May 4, 2007
ORLANDO, FL – Attorneys S. William Moore and D. Mark Natirboff, both partners with Florida’s largest private property rights defense firm Brigham Moore, filed an inverse condemnation complaint against the South Florida Water Management District (SFWMD) and Orange County on behalf of a dozen private property owners. The complaint, Case No. 48-2007-CA-004772-O, was filed on April 24, 2007 in the Circuit Court of the Ninth Judicial Court In and For Orange County, Florida.
The lawsuit claims there has been a de facto taking of the plaintiffs’ properties, which are all undeveloped lots in the geographic area known as Shingle Creek. The ultimate goal of the SFWMD and Orange County is to acquire or preserve this area in its natural state.
While the county and the SFWMD have not invoked the use of eminent domain, they have publicly stated their intentions to acquire the property a number of times. Moore believes the conduct of the defendants over the past 13 years has violated the owners’ rights to develop their properties and greatly reduced their market value.
“This is a classic example of the injustice that can occur when a governmental agency puts a property under the cloud of eminent domain for an extended period of time without actually taking it,” said Moore. “Enough is enough. After 13 years, the county and the SFWMD need to make a definitive decision about whether or not they are going to condemn this land. They can’t keep these people tied up forever.”
The complaint alleges the SFWMD and Orange County engaged in coordinated, oppressive land acquisition policies designed to either force the plaintiffs to land-bank or preserve their properties for public use without compensation, or to coerce them to sell their land to the defendants at prices well below the normal fair market value.

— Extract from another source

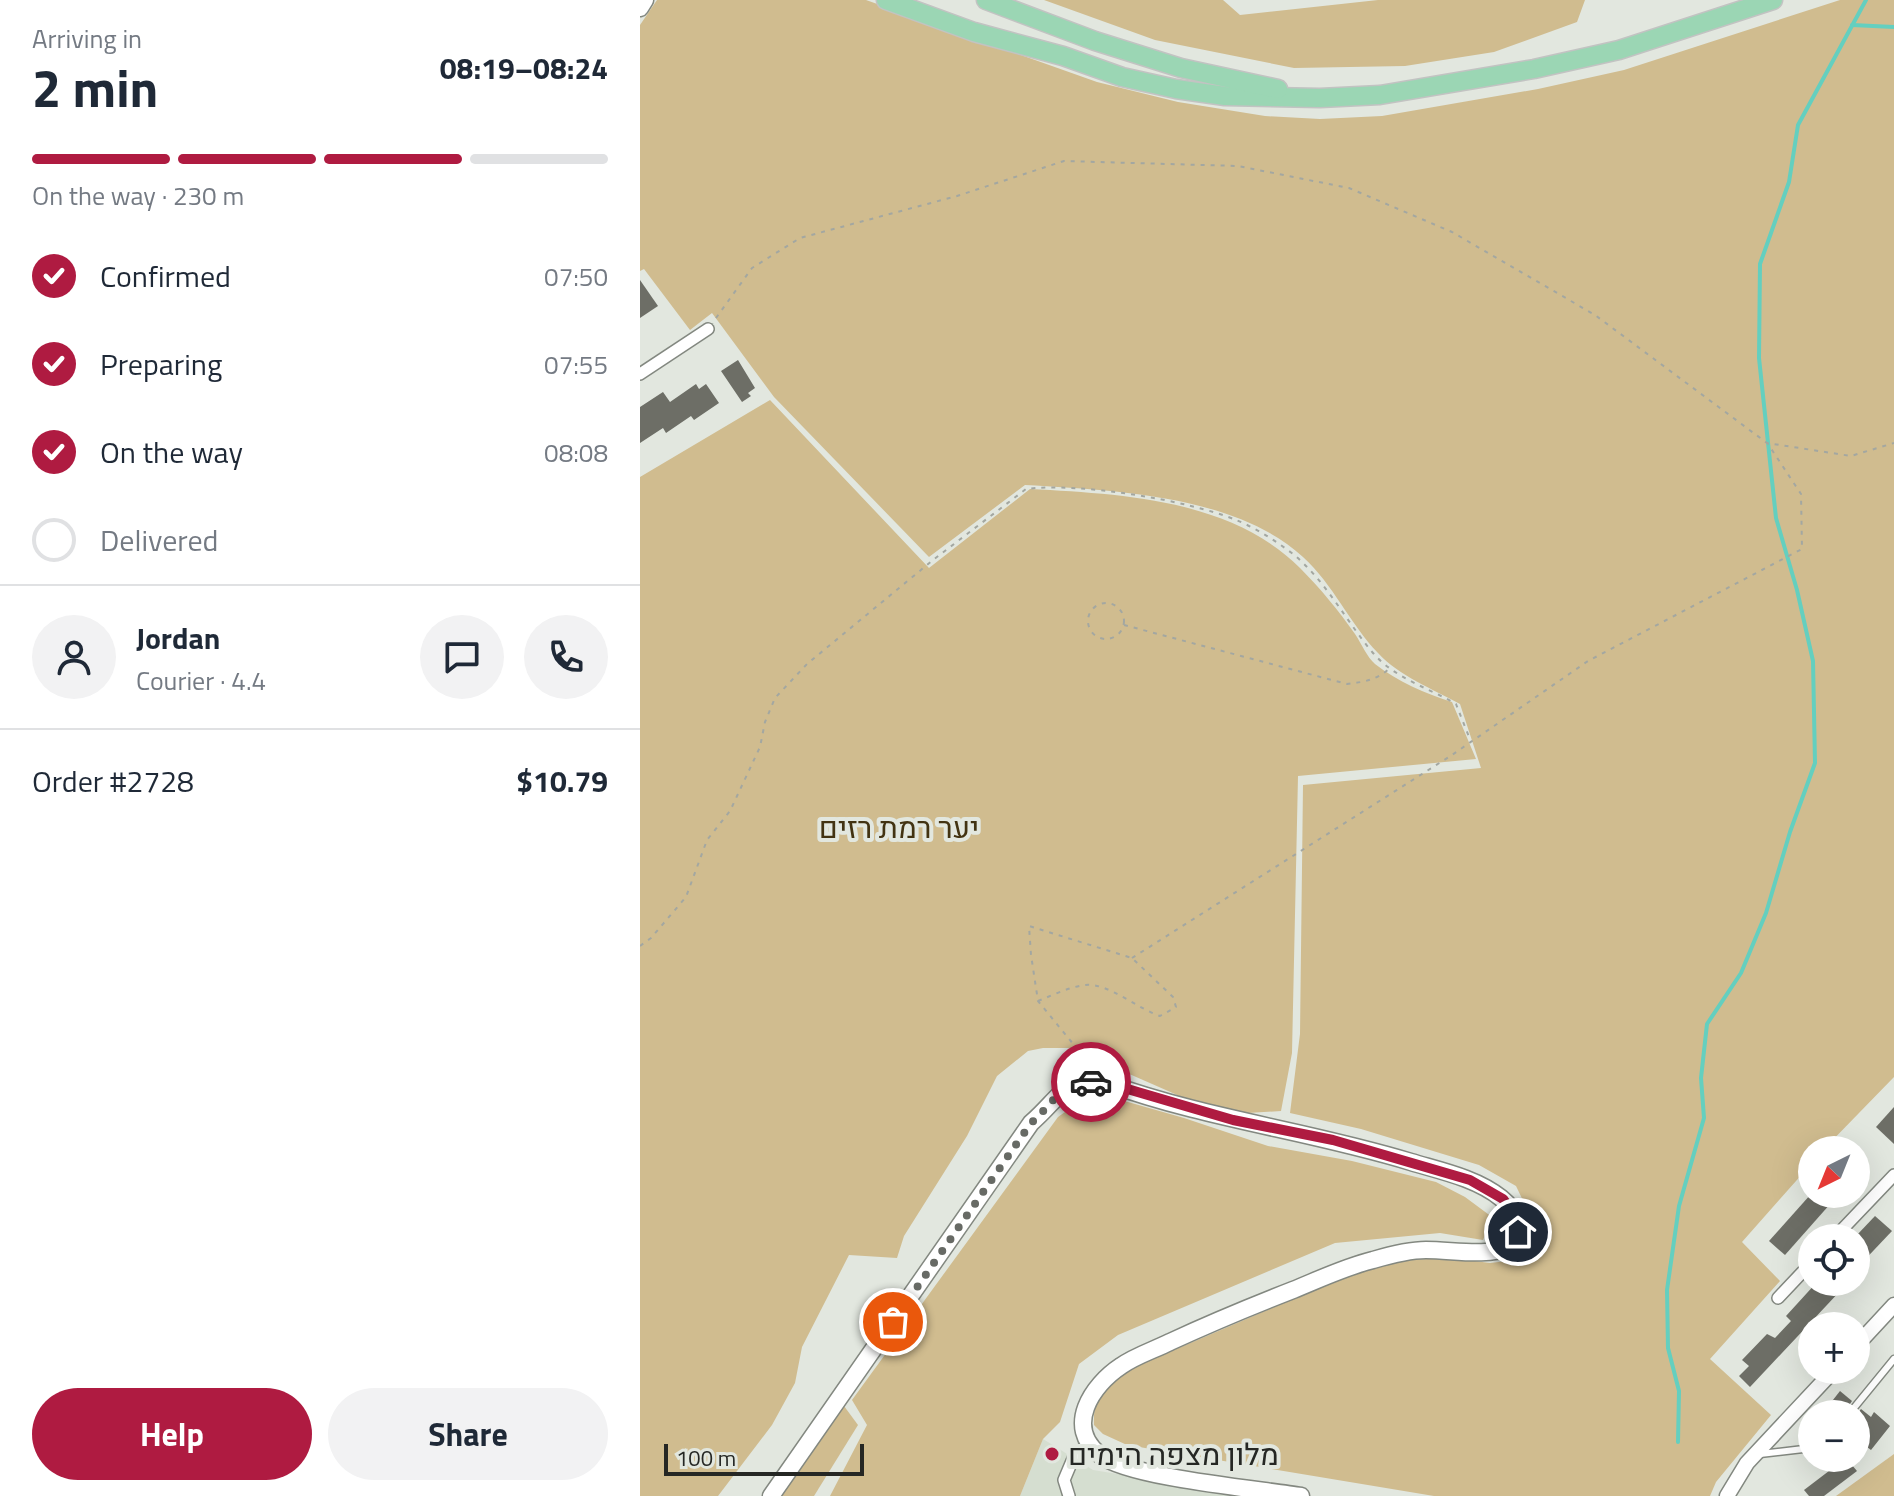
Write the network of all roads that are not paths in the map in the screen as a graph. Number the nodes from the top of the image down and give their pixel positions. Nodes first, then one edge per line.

The objectionable actions by the defendants outlined in the complaint include:
- Targeting the land for acquisition as part of at least six different projects, which were made known to the public and private market;
- Asserting to the landowners and real estate market that the land only has “conservation” value and won’t be developed;
- Depressing the market by perpetuating false information about the Future Land Use Designation in the county’s comprehensive plan – asserting publicly and in-writing that the lands were officially designated for a non-developable “preservation” land use. Most of the lands were not so-designated, but have an urban land use designation for intense development;
- Checkerboarding the owners’ lots and the subdivision with government purchases, so that access, private assemblage and realistic development appears impossible to any prospective developer or purchaser;
- Asserting an express threat of condemnation on all the properties in the target area; and
- Refusing to place the targeted but unacquired properties in condemnation actions where full compensation would be provided by law.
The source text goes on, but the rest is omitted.